Word for word, repeat the lines of the records from the one containing "ring mcp: (1573, 358)" through the last line, both included.

Top of RECORD EXCERPTS

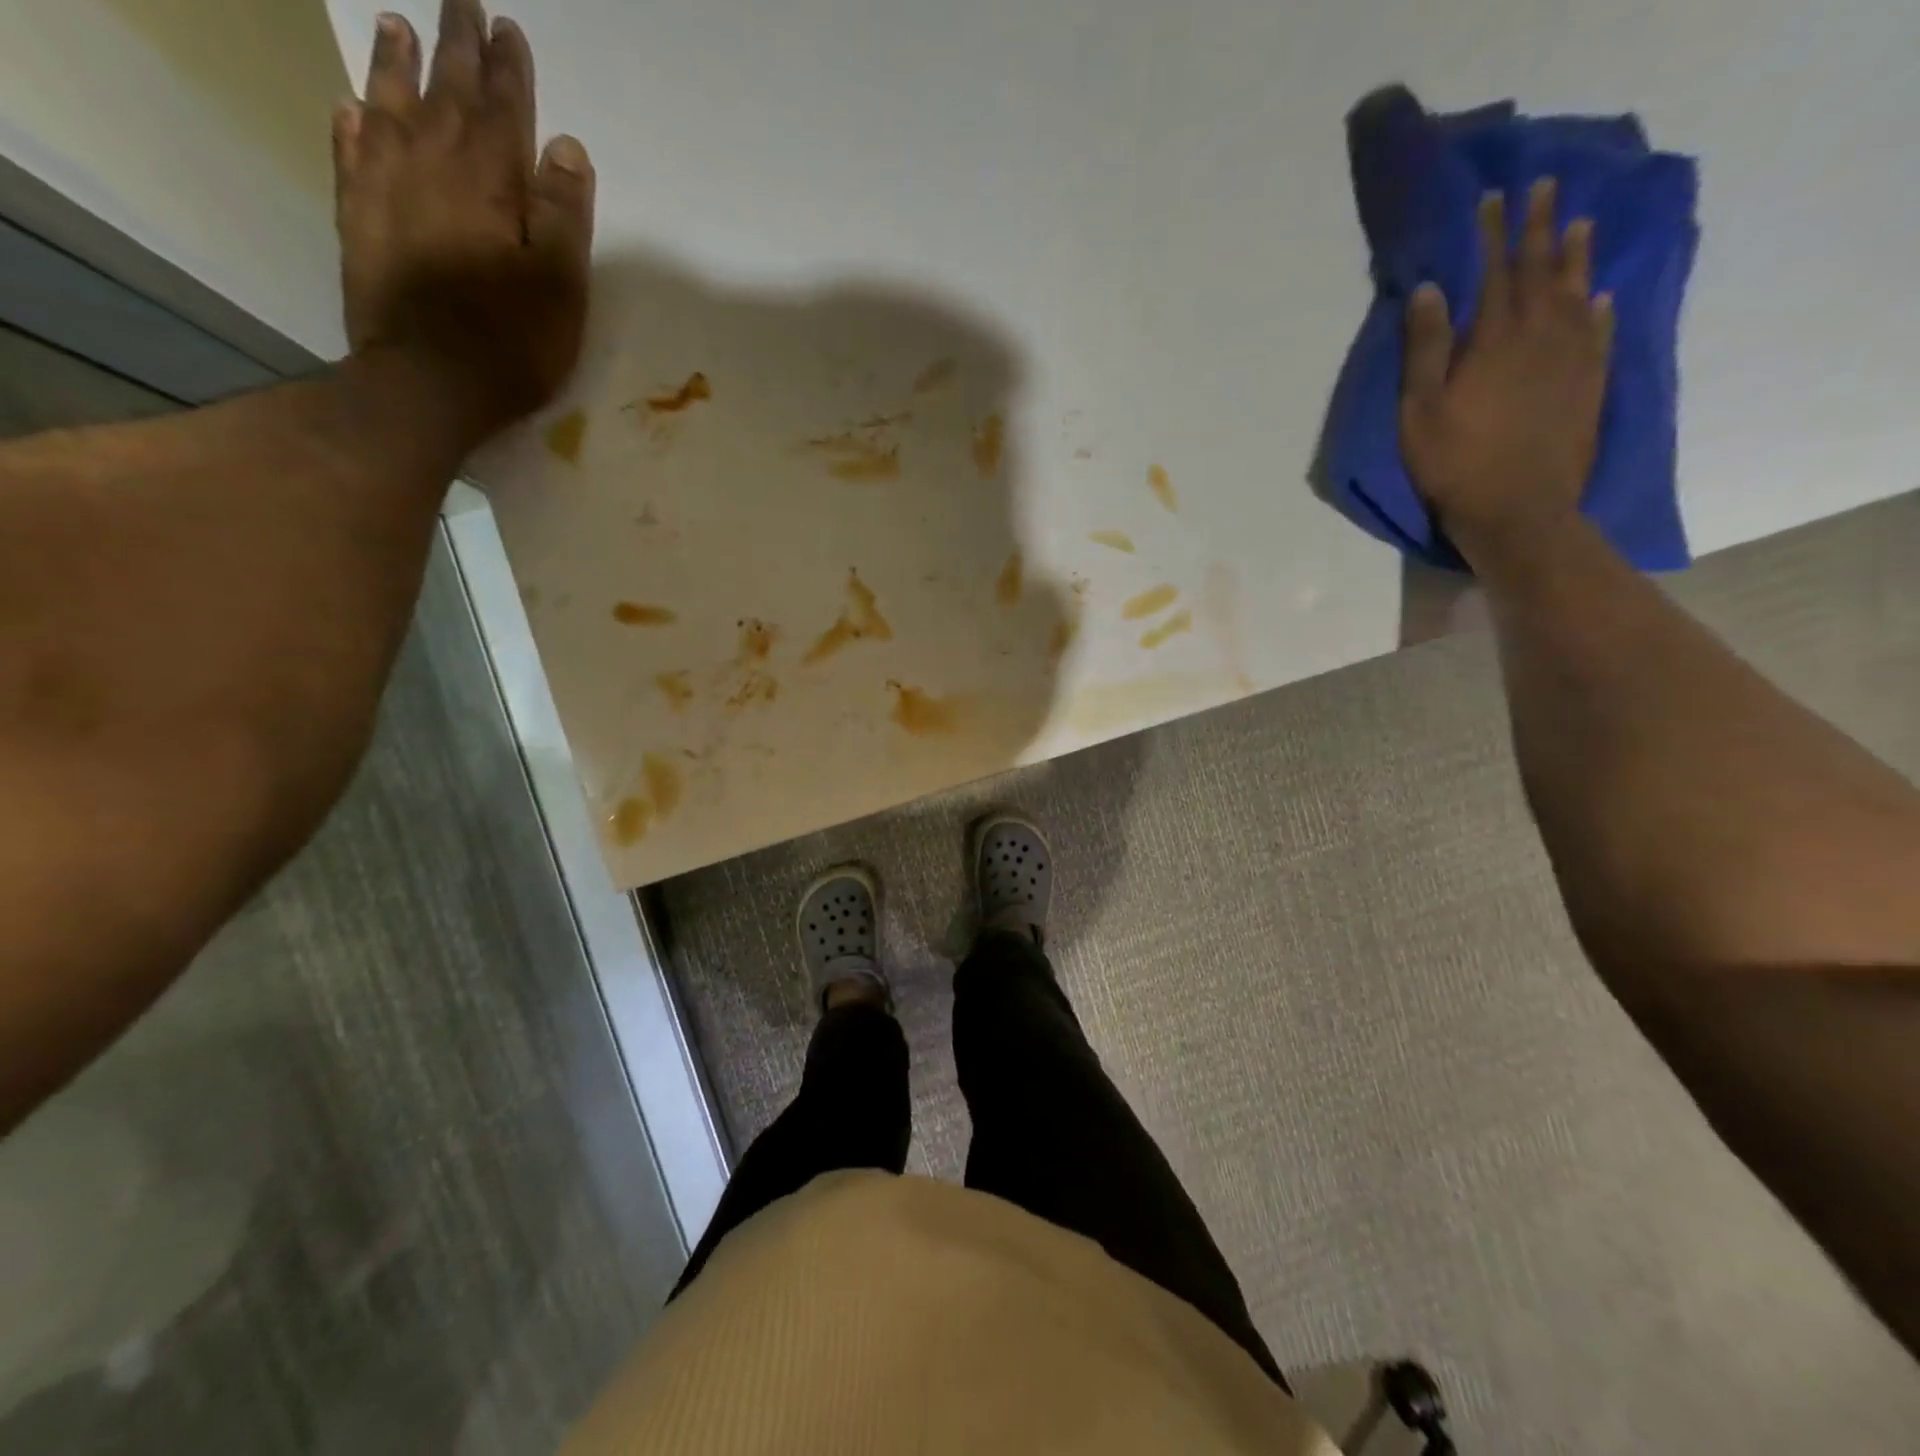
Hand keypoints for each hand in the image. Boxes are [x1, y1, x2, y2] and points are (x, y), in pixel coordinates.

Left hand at [333, 0, 594, 437]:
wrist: (428, 382)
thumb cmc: (511, 342)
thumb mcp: (560, 287)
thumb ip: (564, 216)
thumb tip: (567, 147)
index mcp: (490, 184)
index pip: (503, 111)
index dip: (509, 70)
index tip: (509, 28)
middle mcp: (432, 168)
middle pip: (446, 94)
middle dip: (456, 48)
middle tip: (460, 2)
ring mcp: (386, 190)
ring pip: (390, 108)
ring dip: (396, 66)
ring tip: (397, 26)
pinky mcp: (358, 221)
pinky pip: (350, 154)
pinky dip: (353, 124)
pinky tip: (353, 106)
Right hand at [1399, 178, 1613, 563]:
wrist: (1519, 509)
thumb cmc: (1455, 462)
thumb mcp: (1420, 410)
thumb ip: (1424, 349)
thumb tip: (1428, 288)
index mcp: (1495, 339)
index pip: (1495, 272)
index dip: (1493, 234)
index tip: (1494, 197)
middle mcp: (1542, 335)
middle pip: (1542, 270)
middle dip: (1540, 227)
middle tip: (1545, 187)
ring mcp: (1573, 358)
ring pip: (1577, 292)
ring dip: (1576, 257)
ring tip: (1579, 224)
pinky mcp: (1589, 384)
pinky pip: (1599, 332)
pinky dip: (1598, 308)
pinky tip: (1599, 296)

Bottom of RECORD EXCERPTS

> **EXERCISE RESPONSE**
ring mcp: (1573, 358)
ring pip: (1577, 292)
ring dip: (1576, 257)
ring tip: (1579, 224)
pinky mcp: (1589, 384)
pinky pip: (1599, 332)
pinky dip: (1598, 308)
pinky tip: (1599, 296)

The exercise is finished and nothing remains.